One day, in the middle of my wrestling with building a business around Internet TV, Steve walked in and announced, “It's not the Net on TV, it's Enhanced TV.”

What the heck is Enhanced Television?

His new, broader vision included but went far beyond the Net on TV. At its core was the notion that information could flow back and forth between the service or program source and the viewer. No longer wholly passive, the viewer would be able to interact with the television. Interactive programming would be served up from the Internet and seamlessly connect with video programming from cable, satellite, and terrestrial broadcast. Viewers could chat with their favorite soap stars, get behind-the-scenes glimpses of celebrities, explore the historical background for the events in a movie, or peruse a mountain of statistics while watching a game.

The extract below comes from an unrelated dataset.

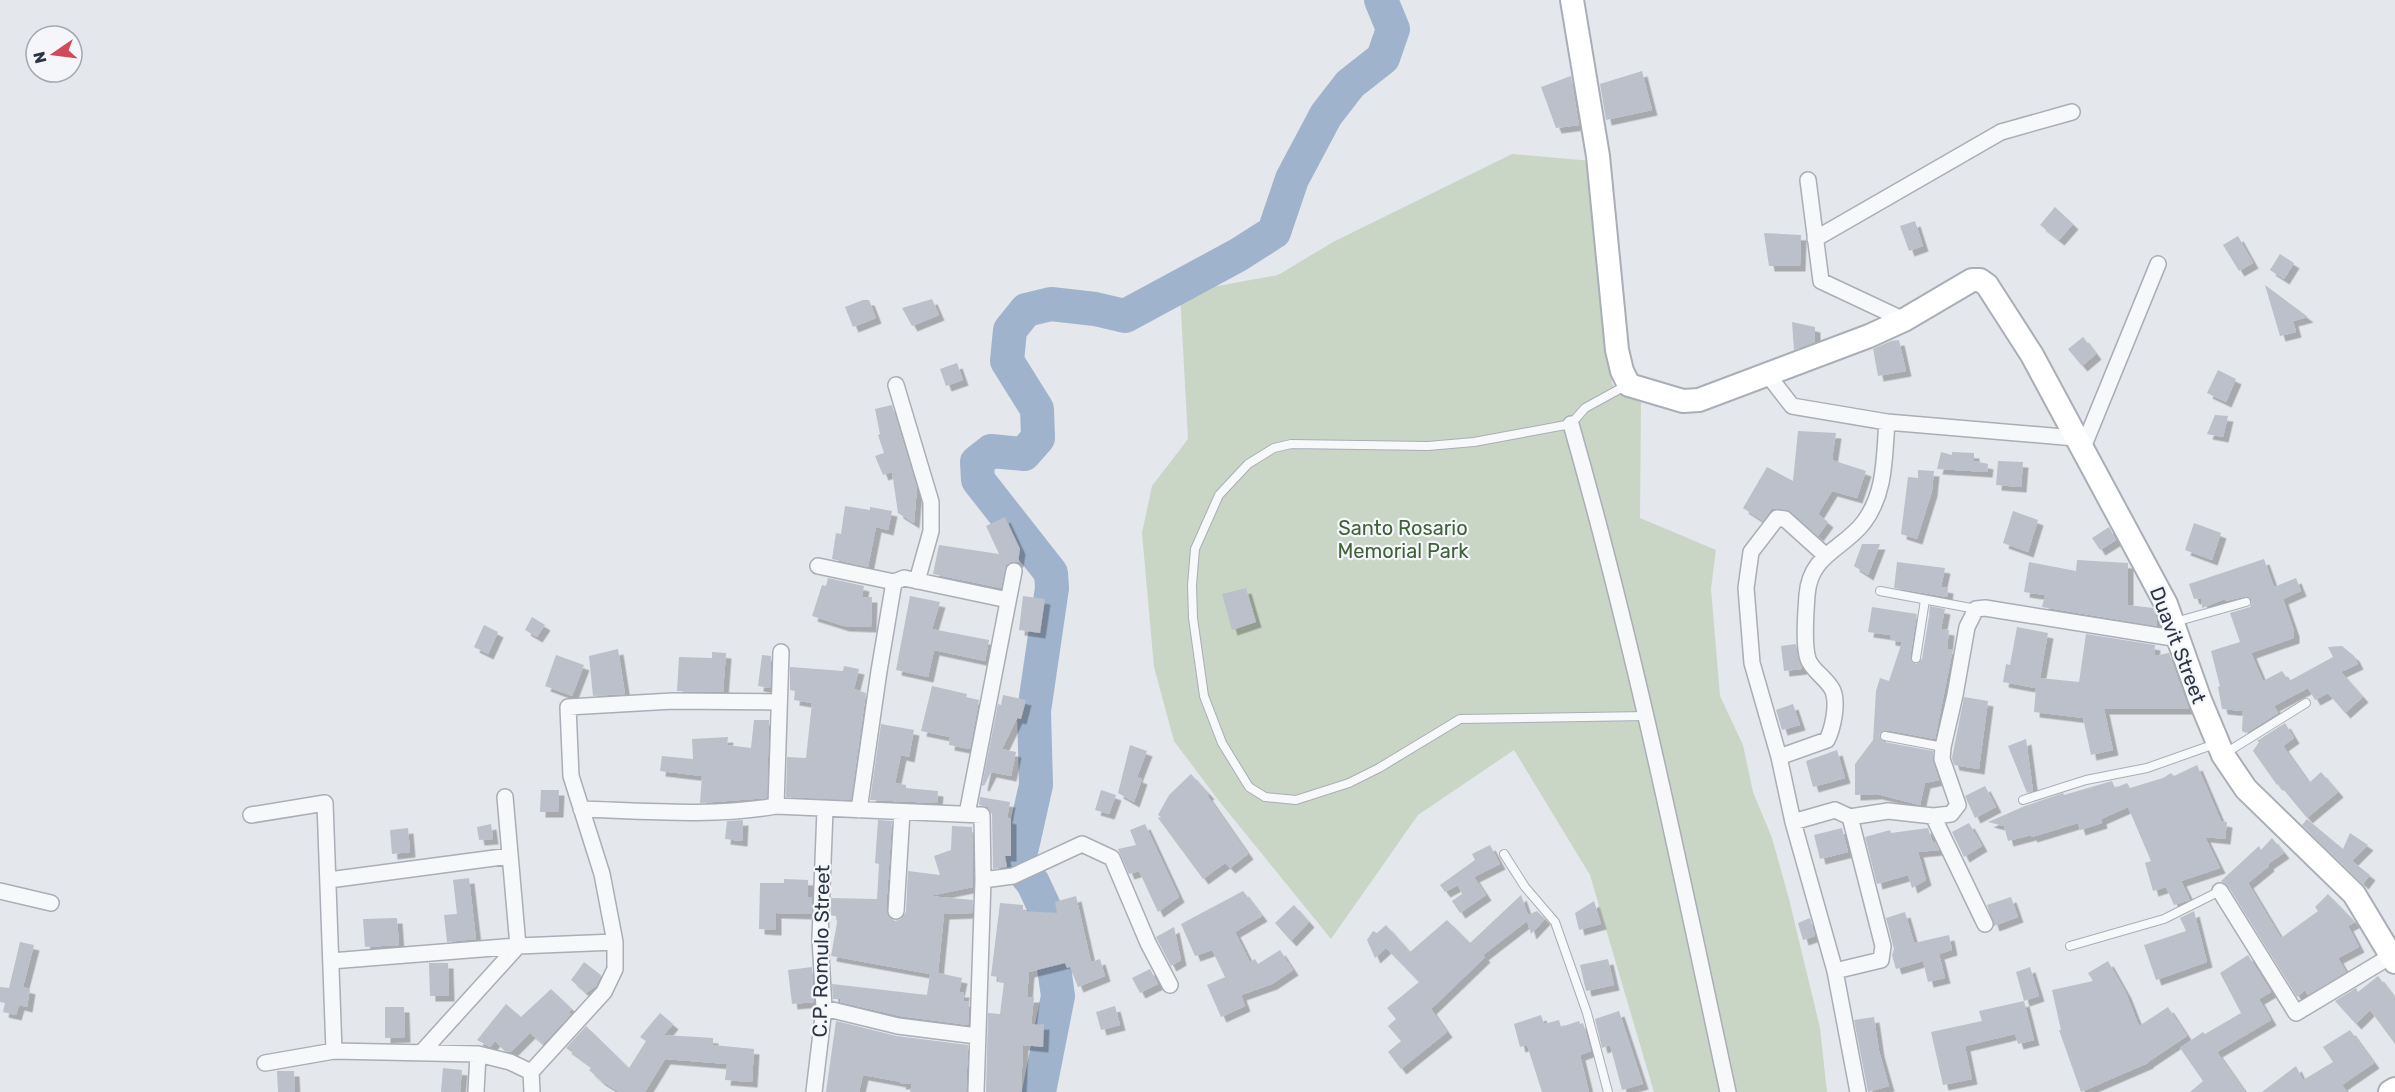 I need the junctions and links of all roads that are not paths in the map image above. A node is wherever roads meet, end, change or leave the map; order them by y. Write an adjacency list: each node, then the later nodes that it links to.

At first I dismissed Enhanced TV as Steve's folly, yet another frustrating distraction from our attempts to make WebTV into a real, operating enterprise. Of course, Steve persisted, and, finally, I realized he was right. The Net on TV had the disadvantage of introducing a new service to the living room, where it would need time to gain a foothold. The ultimate market was probably small; not that many couch potatoes were dying to surf the Net. But enhanced television offered to take a ubiquitous, well-understood medium—television—and make it better. Enhanced Television was about 100 million households. A big idea.